Sparse Bounds for Maximal Monomial Oscillatory Hilbert Transforms

TL;DR

This paper establishes sparse bounds for maximal monomial oscillatory Hilbert transforms, leading to new weak-type inequalities for these operators with weights and unweighted cases, extending prior results.

Contribution

It proves sparse bounds for maximal monomial oscillatory Hilbert transforms, providing new weak-type inequalities for weighted and unweighted cases with arbitrary polynomials.

Findings

Sparse bounds hold for all r > 1.

Weak-type inequalities are valid for A_1 weights.
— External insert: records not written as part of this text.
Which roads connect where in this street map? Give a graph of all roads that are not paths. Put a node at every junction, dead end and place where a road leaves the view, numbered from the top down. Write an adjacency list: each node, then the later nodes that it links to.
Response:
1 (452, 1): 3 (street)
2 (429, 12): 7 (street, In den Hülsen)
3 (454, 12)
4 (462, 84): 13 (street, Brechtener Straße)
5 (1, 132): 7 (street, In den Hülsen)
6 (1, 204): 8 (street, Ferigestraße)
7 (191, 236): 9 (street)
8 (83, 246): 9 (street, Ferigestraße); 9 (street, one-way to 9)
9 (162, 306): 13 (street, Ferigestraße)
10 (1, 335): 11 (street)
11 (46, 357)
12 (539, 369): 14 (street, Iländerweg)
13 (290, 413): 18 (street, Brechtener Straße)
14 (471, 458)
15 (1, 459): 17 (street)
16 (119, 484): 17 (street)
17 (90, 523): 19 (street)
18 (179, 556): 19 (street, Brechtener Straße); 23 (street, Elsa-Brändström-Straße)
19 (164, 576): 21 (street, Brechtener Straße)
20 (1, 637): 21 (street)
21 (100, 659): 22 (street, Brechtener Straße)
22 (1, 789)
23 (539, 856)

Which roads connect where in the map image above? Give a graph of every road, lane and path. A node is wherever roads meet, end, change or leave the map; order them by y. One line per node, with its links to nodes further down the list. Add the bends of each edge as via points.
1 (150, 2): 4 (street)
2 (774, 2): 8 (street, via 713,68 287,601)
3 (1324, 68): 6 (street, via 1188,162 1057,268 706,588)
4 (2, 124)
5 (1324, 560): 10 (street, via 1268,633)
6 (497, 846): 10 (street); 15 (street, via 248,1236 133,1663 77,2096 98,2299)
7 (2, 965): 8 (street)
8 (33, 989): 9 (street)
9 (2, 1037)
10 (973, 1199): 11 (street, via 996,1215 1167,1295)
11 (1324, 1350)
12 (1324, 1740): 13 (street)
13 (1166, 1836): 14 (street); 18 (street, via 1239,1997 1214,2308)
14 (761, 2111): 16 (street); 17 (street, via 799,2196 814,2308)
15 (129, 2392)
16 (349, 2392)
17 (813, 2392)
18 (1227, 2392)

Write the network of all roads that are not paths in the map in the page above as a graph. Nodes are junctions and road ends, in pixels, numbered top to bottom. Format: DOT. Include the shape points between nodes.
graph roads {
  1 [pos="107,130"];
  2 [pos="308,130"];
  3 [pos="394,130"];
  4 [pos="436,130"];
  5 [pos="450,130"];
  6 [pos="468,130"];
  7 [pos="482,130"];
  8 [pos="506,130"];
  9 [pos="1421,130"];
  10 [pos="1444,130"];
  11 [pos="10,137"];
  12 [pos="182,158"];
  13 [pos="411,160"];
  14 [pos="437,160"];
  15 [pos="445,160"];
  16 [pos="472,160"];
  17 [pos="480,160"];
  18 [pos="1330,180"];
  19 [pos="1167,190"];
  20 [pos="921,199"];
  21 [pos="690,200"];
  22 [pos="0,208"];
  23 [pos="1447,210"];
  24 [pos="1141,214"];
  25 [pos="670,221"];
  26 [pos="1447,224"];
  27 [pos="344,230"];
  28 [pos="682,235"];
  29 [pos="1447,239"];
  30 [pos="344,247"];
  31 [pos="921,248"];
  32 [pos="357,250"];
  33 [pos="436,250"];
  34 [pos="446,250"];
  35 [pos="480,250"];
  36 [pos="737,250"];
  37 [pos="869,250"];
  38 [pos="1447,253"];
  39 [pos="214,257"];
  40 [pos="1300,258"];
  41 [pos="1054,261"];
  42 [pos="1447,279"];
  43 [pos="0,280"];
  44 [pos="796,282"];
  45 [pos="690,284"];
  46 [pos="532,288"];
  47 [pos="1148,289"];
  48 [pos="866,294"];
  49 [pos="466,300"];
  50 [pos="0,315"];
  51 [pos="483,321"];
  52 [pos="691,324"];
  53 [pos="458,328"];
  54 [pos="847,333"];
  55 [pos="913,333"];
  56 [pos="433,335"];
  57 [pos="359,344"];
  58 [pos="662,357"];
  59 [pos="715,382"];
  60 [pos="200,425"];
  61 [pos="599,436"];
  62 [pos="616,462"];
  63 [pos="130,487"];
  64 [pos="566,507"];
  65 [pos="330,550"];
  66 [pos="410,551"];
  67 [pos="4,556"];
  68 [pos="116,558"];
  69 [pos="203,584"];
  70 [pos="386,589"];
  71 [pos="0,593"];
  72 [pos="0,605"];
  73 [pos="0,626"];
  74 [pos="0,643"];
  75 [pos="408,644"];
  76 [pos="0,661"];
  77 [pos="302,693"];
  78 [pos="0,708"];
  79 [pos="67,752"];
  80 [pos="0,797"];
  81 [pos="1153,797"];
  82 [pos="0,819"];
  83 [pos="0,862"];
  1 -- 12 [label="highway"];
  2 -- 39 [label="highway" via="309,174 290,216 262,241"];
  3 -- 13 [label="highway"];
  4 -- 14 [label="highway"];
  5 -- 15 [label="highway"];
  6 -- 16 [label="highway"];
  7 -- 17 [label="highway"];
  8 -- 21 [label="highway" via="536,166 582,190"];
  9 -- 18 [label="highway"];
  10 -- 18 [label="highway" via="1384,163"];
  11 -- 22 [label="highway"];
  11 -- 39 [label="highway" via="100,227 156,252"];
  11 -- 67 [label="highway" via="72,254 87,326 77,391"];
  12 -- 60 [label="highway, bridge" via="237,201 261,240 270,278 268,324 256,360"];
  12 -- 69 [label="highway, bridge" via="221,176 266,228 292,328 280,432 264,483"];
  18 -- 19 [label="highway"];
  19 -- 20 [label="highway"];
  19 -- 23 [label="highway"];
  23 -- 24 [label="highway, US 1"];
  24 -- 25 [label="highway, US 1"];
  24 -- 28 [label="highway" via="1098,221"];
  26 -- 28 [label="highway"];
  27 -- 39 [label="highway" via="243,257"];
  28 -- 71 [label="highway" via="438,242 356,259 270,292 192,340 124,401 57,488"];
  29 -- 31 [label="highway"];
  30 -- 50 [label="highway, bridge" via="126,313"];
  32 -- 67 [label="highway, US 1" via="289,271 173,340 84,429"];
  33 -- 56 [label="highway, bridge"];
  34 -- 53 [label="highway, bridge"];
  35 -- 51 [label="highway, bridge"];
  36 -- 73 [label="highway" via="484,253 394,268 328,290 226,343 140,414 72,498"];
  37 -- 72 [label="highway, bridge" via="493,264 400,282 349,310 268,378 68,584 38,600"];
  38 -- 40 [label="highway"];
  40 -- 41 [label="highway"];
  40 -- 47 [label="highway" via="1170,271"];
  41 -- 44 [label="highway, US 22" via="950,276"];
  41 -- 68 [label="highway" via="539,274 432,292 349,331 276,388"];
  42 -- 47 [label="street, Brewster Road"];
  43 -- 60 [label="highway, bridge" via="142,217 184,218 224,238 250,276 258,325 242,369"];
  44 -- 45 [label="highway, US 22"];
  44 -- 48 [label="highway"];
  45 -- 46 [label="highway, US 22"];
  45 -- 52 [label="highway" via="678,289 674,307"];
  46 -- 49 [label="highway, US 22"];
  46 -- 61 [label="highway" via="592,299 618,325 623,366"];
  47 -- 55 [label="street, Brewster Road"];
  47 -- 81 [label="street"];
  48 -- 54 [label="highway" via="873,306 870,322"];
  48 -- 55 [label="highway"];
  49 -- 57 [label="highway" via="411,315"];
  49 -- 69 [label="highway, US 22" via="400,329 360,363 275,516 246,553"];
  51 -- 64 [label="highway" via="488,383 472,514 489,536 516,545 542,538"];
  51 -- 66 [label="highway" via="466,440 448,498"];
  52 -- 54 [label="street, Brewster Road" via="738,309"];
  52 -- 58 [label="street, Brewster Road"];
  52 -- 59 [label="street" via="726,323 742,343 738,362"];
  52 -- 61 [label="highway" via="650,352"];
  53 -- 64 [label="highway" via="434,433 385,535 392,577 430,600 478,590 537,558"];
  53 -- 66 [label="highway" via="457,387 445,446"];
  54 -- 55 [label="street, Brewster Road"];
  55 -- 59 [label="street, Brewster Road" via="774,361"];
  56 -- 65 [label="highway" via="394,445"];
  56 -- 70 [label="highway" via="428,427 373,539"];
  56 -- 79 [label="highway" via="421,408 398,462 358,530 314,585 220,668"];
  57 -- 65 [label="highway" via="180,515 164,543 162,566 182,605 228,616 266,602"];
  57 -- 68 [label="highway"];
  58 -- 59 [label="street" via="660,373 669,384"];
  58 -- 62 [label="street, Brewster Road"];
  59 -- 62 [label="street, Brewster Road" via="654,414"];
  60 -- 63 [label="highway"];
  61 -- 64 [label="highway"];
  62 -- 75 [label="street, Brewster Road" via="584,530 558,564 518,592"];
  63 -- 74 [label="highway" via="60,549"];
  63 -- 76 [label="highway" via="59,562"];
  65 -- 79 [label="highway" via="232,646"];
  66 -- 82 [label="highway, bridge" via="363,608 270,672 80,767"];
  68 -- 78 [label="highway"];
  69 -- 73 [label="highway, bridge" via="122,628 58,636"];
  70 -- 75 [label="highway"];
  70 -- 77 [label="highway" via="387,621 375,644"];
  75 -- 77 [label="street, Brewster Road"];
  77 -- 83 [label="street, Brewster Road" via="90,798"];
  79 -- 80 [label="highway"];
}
Results extend previous unweighted estimates to weighted settings.

Abstract

For each $ d \geq 2$, the Hilbert transform with a polynomial oscillation as below satisfies a $ (1, r )$ sparse bound, for all $ r>1$ $$ H _{ \ast } f (x) = \sup _{\epsilon } \Bigl\lvert \int_{|y| > \epsilon} f (x-y) \frac { e ^{2 \pi i y ^d }} y\; dy \Bigr\rvert. $$ This quickly implies weak-type inequalities for the maximal truncations, which hold for $A_1$ weights, but are new even in the case of Lebesgue measure. The unweighted weak-type estimate \emph{without maximal truncations} but with arbitrary polynomials, is due to Chanillo and Christ (1987).